WHAT IS EXPECTED: In the entries below, the word "breaks" appears on some lines. Copy each of those lines.

═════ EXERCISE DATA

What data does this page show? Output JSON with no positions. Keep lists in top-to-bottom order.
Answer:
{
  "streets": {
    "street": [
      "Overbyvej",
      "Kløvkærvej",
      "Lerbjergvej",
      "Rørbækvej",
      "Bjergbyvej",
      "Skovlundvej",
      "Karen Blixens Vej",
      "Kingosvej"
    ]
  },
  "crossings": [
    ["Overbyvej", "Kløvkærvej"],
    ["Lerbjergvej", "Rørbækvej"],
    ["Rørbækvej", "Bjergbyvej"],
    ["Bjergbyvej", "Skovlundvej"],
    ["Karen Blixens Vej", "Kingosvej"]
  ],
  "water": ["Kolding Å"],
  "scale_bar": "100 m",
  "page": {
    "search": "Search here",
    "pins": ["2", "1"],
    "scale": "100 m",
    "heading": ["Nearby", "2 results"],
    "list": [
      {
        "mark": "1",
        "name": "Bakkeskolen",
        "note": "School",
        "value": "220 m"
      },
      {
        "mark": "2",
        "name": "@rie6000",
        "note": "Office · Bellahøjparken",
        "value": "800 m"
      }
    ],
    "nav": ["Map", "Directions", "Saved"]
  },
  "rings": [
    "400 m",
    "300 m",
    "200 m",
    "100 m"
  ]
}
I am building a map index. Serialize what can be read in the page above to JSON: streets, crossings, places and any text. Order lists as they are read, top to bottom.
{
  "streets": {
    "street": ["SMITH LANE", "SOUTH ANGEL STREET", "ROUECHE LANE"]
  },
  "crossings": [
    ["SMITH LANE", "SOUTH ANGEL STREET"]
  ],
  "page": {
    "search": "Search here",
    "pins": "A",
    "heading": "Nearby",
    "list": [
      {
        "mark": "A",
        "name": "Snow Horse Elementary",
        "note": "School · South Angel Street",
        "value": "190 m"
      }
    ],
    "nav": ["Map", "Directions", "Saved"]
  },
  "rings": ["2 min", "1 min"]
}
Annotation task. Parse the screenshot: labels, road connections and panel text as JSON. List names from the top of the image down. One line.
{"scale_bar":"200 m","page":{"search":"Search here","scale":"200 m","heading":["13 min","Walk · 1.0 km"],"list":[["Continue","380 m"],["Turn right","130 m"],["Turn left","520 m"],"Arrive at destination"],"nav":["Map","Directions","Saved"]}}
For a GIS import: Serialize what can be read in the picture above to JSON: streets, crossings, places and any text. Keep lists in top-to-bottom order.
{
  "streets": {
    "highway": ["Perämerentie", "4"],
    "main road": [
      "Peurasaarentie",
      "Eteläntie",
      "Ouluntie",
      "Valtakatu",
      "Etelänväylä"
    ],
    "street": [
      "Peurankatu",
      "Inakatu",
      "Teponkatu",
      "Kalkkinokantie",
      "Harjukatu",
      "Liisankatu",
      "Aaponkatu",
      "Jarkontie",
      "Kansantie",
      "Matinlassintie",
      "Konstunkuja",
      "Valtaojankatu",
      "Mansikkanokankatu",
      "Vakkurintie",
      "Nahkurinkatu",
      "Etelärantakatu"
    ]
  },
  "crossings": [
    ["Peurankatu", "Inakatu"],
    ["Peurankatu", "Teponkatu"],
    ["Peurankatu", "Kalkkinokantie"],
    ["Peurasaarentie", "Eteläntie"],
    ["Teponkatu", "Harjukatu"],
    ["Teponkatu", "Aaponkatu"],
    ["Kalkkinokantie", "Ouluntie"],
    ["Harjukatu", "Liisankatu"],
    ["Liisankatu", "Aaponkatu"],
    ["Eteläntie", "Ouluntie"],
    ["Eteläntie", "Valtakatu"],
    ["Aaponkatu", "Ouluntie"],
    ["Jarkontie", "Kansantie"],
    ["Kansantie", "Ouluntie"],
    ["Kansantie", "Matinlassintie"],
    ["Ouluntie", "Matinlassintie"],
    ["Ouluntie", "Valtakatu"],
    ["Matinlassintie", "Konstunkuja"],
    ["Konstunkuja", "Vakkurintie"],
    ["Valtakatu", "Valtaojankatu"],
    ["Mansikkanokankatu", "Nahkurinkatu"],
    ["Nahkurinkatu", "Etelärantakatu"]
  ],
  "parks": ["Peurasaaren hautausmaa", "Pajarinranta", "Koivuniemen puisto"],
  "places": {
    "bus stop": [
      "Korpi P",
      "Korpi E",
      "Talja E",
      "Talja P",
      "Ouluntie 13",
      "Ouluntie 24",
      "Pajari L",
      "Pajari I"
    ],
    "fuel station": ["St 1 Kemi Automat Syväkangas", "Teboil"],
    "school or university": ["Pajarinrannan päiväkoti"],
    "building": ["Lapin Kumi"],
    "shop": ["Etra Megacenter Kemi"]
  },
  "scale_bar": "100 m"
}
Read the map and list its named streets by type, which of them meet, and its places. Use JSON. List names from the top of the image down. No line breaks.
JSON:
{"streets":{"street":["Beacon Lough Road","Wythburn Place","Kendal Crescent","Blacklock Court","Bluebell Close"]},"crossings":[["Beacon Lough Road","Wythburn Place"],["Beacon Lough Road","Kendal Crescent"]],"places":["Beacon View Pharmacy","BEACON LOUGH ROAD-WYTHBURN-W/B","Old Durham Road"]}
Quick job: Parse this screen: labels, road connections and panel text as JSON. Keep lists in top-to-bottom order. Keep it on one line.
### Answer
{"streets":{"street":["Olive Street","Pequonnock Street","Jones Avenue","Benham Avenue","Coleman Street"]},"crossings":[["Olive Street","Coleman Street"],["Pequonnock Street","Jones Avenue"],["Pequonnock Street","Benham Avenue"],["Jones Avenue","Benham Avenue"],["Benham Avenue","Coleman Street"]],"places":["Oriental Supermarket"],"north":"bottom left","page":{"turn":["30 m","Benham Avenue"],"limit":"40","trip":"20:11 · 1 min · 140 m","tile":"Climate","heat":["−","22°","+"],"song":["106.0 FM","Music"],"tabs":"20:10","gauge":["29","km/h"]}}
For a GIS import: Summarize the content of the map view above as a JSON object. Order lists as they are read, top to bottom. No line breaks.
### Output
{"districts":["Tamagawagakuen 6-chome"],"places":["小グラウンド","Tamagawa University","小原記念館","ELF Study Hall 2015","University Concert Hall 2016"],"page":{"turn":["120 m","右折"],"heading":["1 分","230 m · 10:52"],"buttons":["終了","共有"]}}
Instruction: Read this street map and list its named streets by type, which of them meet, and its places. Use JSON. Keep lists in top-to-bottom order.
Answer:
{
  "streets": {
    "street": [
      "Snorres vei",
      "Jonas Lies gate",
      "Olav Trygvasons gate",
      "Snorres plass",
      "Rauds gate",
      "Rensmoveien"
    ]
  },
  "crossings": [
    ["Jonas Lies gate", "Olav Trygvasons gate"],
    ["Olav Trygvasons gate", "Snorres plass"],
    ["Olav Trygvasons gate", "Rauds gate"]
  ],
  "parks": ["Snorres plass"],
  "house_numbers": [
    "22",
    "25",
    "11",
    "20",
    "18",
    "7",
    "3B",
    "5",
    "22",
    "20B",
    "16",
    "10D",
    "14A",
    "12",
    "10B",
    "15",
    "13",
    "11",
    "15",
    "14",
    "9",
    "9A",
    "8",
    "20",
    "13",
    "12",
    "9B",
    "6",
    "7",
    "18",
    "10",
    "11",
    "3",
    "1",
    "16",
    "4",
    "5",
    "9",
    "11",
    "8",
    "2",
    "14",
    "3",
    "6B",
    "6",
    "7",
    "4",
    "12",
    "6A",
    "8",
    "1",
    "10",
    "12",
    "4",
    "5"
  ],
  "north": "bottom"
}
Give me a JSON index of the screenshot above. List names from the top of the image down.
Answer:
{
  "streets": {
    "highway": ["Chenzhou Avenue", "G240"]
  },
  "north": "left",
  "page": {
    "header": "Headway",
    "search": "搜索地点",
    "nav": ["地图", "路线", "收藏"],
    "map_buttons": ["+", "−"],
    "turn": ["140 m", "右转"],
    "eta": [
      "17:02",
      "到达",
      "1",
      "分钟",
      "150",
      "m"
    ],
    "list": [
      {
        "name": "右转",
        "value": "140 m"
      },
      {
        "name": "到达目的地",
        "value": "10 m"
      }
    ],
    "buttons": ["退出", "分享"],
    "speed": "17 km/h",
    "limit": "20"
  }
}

══════════

RESPONSE TO THIS EXERCISE:
Read the map and list its named streets by type, which of them meet, and its places. Use JSON. List names from the top of the image down. No line breaks.
For a GIS import: Summarize the content of the map view above as a JSON object. Order lists as they are read, top to bottom. No line breaks.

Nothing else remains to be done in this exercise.